[Collected data]
%%
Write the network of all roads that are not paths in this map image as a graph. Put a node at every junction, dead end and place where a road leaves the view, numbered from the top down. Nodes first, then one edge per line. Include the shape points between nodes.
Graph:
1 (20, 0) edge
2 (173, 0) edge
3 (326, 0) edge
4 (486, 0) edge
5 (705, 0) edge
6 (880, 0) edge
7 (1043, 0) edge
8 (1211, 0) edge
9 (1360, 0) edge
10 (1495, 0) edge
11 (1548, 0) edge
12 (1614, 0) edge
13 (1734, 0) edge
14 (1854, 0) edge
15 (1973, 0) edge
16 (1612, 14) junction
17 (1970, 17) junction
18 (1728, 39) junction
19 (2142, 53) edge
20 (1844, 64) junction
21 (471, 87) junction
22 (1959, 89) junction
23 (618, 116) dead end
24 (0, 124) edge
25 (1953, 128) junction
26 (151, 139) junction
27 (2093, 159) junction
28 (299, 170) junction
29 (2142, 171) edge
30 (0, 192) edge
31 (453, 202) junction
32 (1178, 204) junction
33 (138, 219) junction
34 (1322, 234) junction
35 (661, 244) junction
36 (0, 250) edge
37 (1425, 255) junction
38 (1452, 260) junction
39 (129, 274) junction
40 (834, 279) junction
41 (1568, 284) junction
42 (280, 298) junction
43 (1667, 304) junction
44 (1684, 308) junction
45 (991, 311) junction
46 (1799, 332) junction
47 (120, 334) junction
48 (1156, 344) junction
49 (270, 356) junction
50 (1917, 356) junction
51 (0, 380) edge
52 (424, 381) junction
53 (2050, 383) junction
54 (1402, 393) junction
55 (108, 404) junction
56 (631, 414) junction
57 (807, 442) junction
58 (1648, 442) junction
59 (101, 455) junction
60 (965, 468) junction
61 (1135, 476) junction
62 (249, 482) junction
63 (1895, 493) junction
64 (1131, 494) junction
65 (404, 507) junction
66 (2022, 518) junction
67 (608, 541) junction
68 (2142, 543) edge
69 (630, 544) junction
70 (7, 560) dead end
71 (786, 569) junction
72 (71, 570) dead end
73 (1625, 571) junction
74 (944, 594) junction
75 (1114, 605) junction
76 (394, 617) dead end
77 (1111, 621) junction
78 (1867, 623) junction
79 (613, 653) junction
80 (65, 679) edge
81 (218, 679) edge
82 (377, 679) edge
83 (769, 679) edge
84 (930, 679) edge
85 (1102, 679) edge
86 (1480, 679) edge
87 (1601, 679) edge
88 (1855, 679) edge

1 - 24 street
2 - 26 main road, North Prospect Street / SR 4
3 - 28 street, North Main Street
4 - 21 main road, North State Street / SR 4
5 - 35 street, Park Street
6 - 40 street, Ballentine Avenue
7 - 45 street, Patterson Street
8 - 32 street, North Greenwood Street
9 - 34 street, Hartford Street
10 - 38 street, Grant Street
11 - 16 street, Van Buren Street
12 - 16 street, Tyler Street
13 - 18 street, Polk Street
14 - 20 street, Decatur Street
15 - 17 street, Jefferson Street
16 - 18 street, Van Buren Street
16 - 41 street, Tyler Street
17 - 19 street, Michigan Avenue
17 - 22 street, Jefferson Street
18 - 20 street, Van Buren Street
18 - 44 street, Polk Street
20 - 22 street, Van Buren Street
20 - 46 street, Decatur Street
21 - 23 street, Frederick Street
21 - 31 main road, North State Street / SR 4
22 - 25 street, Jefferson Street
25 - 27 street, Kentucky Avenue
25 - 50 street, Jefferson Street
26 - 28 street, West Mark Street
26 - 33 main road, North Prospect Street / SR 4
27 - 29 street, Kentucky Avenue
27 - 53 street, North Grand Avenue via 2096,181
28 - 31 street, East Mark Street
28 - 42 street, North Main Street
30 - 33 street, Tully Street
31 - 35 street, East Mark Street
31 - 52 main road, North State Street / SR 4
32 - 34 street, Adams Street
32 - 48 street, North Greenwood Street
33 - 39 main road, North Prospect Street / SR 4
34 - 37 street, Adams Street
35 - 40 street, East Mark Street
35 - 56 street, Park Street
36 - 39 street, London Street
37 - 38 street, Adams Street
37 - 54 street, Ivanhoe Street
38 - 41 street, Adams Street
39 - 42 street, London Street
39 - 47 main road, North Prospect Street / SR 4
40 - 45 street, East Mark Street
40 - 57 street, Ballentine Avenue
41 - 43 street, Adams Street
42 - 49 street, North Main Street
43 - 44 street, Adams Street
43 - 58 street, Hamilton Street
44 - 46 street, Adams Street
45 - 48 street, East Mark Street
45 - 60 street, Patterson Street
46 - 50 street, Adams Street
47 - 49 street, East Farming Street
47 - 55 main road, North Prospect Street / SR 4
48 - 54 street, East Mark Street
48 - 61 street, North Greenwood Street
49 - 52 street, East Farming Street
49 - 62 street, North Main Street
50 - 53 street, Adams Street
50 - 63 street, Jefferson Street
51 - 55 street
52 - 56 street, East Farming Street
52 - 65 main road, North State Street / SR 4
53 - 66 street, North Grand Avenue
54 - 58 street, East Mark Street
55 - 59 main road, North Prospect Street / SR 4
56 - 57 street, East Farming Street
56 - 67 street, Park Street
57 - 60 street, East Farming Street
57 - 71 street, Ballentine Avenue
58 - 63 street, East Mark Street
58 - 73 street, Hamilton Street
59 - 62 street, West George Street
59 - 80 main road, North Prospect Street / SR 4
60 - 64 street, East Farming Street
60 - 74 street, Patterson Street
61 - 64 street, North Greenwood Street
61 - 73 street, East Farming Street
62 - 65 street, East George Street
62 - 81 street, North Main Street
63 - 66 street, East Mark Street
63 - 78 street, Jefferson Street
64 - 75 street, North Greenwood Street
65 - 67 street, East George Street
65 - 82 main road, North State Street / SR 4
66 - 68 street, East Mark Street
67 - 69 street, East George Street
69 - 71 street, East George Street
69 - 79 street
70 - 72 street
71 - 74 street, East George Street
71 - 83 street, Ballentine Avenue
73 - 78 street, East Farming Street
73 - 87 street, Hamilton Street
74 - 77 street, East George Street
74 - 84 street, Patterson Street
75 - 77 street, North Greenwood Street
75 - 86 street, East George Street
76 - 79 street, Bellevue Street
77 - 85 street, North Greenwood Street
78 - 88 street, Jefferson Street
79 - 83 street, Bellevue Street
%%
### What needs to be done
This exercise calls for the entries to be restated exactly.

### Reply
Write the network of all roads that are not paths in this map image as a graph. Put a node at every junction, dead end and place where a road leaves the view, numbered from the top down. Nodes first, then one edge per line. Include the shape points between nodes.
Graph:
1 (20, 0) edge
2 (173, 0) edge
3 (326, 0) edge
4 (486, 0) edge
5 (705, 0) edge
6 (880, 0) edge
7 (1043, 0) edge
8 (1211, 0) edge
9 (1360, 0) edge
10 (1495, 0) edge
11 (1548, 0) edge
12 (1614, 0) edge
13 (1734, 0) edge
14 (1854, 0) edge
15 (1973, 0) edge
16 (1612, 14) junction
17 (1970, 17) junction
18 (1728, 39) junction
19 (2142, 53) edge
20 (1844, 64) junction
21 (471, 87) junction
22 (1959, 89) junction
23 (618, 116) dead end
24 (0, 124) edge
25 (1953, 128) junction
26 (151, 139) junction
27 (2093, 159) junction
28 (299, 170) junction
29 (2142, 171) edge
30 (0, 192) edge
31 (453, 202) junction
32 (1178, 204) junction
33 (138, 219) junction
34 (1322, 234) junction
35 (661, 244) junction
36 (0, 250) edge
37 (1425, 255) junction
38 (1452, 260) junction
39 (129, 274) junction
40 (834, 279) junction
41 (1568, 284) junction
42 (280, 298) junction
43 (1667, 304) junction
44 (1684, 308) junction
45 (991, 311) junction
46 (1799, 332) junction
47 (120, 334) junction
48 (1156, 344) junction
49 (270, 356) junction
50 (1917, 356) junction
51 (0, 380) edge
52 (424, 381) junction
53 (2050, 383) junction
54 (1402, 393) junction
55 (108, 404) junction
56 (631, 414) junction
57 (807, 442) junction
58 (1648, 442) junction
59 (101, 455) junction
60 (965, 468) junction
61 (1135, 476) junction
62 (249, 482) junction
63 (1895, 493) junction
64 (1131, 494) junction
65 (404, 507) junction
66 (2022, 518) junction
67 (608, 541) junction
68 (2142, 543) edge
69 (630, 544) junction
70 (7, 560) dead end
71 (786, 569) junction
72 (71, 570) dead end
73 (1625, 571) junction
74 (944, 594) junction
75 (1114, 605) junction
76 (394, 617) dead end
77 (1111, 621) junction
78 (1867, 623) junction
79 (613, 653) junction
80 (65, 679) edge
81 (218, 679) edge
82 (377, 679) edge
83 (769, 679) edge
84 (930, 679) edge
85 (1102, 679) edge
86 (1480, 679) edge
87 (1601, 679) edge
88 (1855, 679) edge

1 - 24 street
2 - 26 main road, North Prospect Street / SR 4
3 - 28 street, North Main Street
4 - 21 main road, North State Street / SR 4
5 - 35 street, Park Street
6 - 40 street, Ballentine Avenue
7 - 45 street, Patterson Street
8 - 32 street, North Greenwood Street
9 - 34 street, Hartford Street
10 - 38 street, Grant Street
11 - 16 street, Van Buren Street
12 - 16 street, Tyler Street
13 - 18 street, Polk Street
14 - 20 street, Decatur Street
15 - 17 street, Jefferson Street
16 - 18 street, Van Buren Street
16 - 41 street, Tyler Street
17 - 19 street, Michigan Avenue
17 - 22 street, Jefferson Street
18 - 20 street, Van Buren Street
18 - 44 street, Polk Street
20 - 22 street, Van Buren Street
20 - 46 street, Decatur Street
21 - 23 street, Frederick Street
21 - 31 main road, North State Street / SR 4
22 - 25 street, Jefferson Street
25 - 27 street, Kentucky Avenue
25 - 50 street, Jefferson Street
26 - 28 street, West Mark Street
26 - 33 main road, North Prospect Street / SR 4
27 - 29 street, Kentucky Avenue
27 - 53 street, North Grand Avenue via 2096,181
28 - 31 street, East Mark Street
28 - 42 street, North Main Street
30 - 33 street, Tully Street
31 - 35 street, East Mark Street
31 - 52 main road, North State Street / SR 4
32 - 34 street, Adams Street
32 - 48 street, North Greenwood Street
33 - 39 main road, North Prospect Street / SR 4
34 - 37 street, Adams Street
35 - 40 street, East Mark Street
35 - 56 street, Park Street
36 - 39 street, London Street
37 - 38 street, Adams Street
37 - 54 street, Ivanhoe Street
38 - 41 street, Adams Street
39 - 42 street, London Street
39 - 47 main road, North Prospect Street / SR 4
40 - 45 street, East Mark Street
40 - 57 street, Ballentine Avenue
41 - 43 street, Adams Street
42 - 49 street, North Main Street
43 - 44 street, Adams Street
43 - 58 street, Hamilton Street
44 - 46 street, Adams Street
45 - 48 street, East Mark Street
45 - 60 street, Patterson Street
46 - 50 street, Adams Street
47 - 49 street, East Farming Street
47 - 55 main road, North Prospect Street / SR 4
48 - 54 street, East Mark Street
48 - 61 street, North Greenwood Street
49 - 52 street, East Farming Street
49 - 62 street, North Main Street
50 - 53 street, Adams Street
50 - 63 street, Jefferson Street
51 - 55 street
52 - 56 street, East Farming Street
52 - 65 main road, North State Street / SR 4
53 - 66 street, North Grand Avenue
54 - 58 street, East Mark Street
55 - 59 main road, North Prospect Street / SR 4
56 - 57 street, East Farming Street
56 - 67 street, Park Street
57 - 60 street, East Farming Street
57 - 71 street, Ballentine Avenue
58 - 63 street, East Mark Street
58 - 73 street, Hamilton Street
59 - 62 street, West George Street
59 - 80 main road, North Prospect Street / SR 4
60 - 64 street, East Farming Street
60 - 74 street, Patterson Street
61 - 64 street, North Greenwood Street
61 - 73 street, East Farming Street
62 - 65 street, East George Street
62 - 81 street, North Main Street
63 - 66 street, East Mark Street
63 - 78 street, Jefferson Street
64 - 75 street, North Greenwood Street
65 - 67 street, East George Street
65 - 82 main road, North State Street / SR 4
66 - 68 street, East Mark Street
67 - 69 street, East George Street
69 - 71 street, East George Street
69 - 79 street
70 - 72 street
71 - 74 street, East George Street
71 - 83 street, Ballentine Avenue
73 - 78 street, East Farming Street
73 - 87 street, Hamilton Street
74 - 77 street, East George Street
74 - 84 street, Patterson Street
75 - 77 street, North Greenwood Street
75 - 86 street, East George Street
76 - 79 street, Bellevue Street
77 - 85 street, North Greenwood Street
78 - 88 street, Jefferson Street
79 - 83 street, Bellevue Street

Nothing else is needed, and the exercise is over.